Even though the rescue has dozens of volunteers taking care of birds every day of the week, it also has monthly “workdays” where people that don’t do a weekly volunteer shift can come and work on special projects. For the last one, I made some vegan chili and cornbread and got a lot of requests for the recipe.
I made the full disclaimer that I didn’t measure anything for the chili but I would attempt to write up the recipe.
Here it is! The basics to realize about chili is that you need a protein, some good quality tomatoes, cumin, and and some chili peppers (and in my mind, it better have beans – I know Texans disagree but I discount their opinion on this one.) Once you get those parts in place, you can take it a million different directions.
Soak the beans overnight in approximately twice as much water as beans. Allow plenty of room for expansion.
Cook the beans in plenty of water and the bay leaves until they are ALMOST done (tender but not mushy.) The cooking time will depend on the bean. Pintos probably need 1-1.5 hours, red kidney beans 2 hours. Test for done-ness frequently as the age of the beans, altitude, etc affect bean cooking time!
When the beans are done, drain them and reserve a cup or two of the cooking liquid. This can be used to add back to the chili later to thin it (optional - depends how much you like the "Beany" taste)
If you are using dried chiles, soak them in plenty of hot water so they re-hydrate while you are prepping your other ingredients. After they soak for 30-60 minutes, remove them from the liquid and chop them. You can also add the chiles and some of the soaking water to your blender and make a paste.
I love chipotles for chili - their smoky flavor is a nice touch. Dried chipotles work great, as well as canned chipotles in adobo.

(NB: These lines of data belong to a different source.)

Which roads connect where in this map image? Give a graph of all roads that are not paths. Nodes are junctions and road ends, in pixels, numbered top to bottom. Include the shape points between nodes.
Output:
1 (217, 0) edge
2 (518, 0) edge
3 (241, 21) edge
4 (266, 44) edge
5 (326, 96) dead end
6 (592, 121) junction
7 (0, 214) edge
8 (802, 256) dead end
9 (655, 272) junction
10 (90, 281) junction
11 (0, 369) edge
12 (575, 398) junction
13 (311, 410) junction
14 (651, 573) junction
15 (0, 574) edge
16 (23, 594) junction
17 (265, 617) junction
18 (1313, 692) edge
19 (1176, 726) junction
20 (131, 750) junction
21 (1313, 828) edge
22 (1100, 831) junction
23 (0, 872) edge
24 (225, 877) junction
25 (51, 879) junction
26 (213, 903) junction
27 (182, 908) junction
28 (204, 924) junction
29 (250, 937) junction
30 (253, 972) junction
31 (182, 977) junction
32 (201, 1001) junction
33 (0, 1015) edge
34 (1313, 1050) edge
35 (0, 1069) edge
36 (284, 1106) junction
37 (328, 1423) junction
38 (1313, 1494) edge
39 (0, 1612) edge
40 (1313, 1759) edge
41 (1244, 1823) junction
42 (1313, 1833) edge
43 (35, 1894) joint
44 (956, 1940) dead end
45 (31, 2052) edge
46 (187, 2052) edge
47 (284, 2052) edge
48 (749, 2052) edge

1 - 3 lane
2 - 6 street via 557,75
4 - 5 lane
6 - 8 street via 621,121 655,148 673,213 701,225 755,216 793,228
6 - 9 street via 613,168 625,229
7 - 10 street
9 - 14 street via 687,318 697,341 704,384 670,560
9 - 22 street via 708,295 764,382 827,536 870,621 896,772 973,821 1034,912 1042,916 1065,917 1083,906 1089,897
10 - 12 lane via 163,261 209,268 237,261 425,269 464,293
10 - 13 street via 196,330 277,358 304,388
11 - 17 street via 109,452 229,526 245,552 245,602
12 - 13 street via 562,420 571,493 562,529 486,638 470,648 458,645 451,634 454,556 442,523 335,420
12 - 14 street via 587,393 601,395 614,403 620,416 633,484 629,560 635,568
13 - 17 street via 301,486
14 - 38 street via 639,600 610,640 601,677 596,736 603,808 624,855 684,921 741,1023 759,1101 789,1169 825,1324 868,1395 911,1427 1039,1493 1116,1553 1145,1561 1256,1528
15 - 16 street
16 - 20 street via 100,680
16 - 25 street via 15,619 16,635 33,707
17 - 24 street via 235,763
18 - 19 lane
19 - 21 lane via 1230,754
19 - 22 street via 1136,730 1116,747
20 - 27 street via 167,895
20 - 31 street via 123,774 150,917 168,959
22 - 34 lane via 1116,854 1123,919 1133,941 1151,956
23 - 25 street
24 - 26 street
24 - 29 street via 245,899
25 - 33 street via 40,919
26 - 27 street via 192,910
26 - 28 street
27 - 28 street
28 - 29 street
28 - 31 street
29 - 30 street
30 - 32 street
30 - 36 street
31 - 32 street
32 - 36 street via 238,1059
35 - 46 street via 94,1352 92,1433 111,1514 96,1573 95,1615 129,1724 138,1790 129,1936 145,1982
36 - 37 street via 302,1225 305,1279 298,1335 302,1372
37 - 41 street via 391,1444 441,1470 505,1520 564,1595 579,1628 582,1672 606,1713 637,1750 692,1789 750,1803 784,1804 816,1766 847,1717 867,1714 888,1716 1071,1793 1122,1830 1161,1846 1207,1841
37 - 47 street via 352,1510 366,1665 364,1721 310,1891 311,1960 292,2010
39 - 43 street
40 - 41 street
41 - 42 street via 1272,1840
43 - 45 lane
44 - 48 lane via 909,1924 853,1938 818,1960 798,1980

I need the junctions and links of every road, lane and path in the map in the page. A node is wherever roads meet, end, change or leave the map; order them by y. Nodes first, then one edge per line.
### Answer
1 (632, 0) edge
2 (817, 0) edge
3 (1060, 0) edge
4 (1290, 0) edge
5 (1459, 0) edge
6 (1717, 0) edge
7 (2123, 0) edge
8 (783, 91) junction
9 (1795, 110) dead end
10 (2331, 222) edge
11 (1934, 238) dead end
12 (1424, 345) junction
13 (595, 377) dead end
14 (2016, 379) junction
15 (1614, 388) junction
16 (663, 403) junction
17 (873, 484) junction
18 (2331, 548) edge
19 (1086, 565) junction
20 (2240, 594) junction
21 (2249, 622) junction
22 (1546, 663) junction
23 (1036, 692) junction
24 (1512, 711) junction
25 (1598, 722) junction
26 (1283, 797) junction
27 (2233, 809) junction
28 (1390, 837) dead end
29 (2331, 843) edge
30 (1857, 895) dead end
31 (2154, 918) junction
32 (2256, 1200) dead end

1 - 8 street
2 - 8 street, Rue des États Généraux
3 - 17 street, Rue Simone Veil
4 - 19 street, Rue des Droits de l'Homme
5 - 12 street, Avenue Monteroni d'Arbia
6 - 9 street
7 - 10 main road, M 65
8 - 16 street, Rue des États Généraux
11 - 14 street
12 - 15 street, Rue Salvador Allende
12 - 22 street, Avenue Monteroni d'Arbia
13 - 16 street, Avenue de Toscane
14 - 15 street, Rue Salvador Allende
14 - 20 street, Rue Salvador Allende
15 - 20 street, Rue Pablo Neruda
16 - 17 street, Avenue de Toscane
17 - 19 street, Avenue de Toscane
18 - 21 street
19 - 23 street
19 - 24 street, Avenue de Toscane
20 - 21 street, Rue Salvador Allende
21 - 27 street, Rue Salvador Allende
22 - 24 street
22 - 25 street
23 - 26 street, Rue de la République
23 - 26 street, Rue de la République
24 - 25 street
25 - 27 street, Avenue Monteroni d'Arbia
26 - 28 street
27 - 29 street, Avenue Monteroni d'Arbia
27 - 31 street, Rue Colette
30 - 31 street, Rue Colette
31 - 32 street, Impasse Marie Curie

Some dried chiles's seeds and membranes can add a bitter taste so it's best to try to remove as much of that as you can.
In a large pot, heat the olive oil over medium heat, and add the chorizo. Stir frequently as you heat/brown the chorizo in the olive oil (4-5 minutes)
Add onions, garlic, peppers and spices with a little salt and stir - cook for 2 minutes or so.
Add the tomato paste and stir well to combine with everything. Cook the tomato paste for another 3-5 minutes. This cooks out the "raw tomato" flavor and allows the spices and aromatics to wake up in the heat.
Add the beans and combine well with everything already in the pot.
Add all the canned tomatos (if you are using whole tomatoes, you may want to hit them with a stick blender first, or at least crush them up well with your hands.
At this point, if the beans are not covered completely with plenty of liquid (with an extra inch or so of liquid over them) add vegetable broth or stock and/or some of the bean cooking liquid. Cover and bring to a boil.
After your chili achieves a boil, reduce heat to a simmer and let it go for 2-3 hours until the beans are super-tender and the liquid is slightly reduced. Add additional ground meat substitute if you are using it and cook for another 20 minutes or so. Taste often at this stage and add salt if needed until it tastes perfect.
A good starting point for the amount of peppers is probably 2-3 fresh jalapenos or 2 tsp of dried chile flakes. If you like it hotter ( and I do - MUCH hotter) try fresh or dried habanero, ghost chile, etc for heat and the dozens of milder, flavorful peppers that can be found at many Mexican or Asian groceries (Ancho, Chipotle, Chili de Arbol, etc.)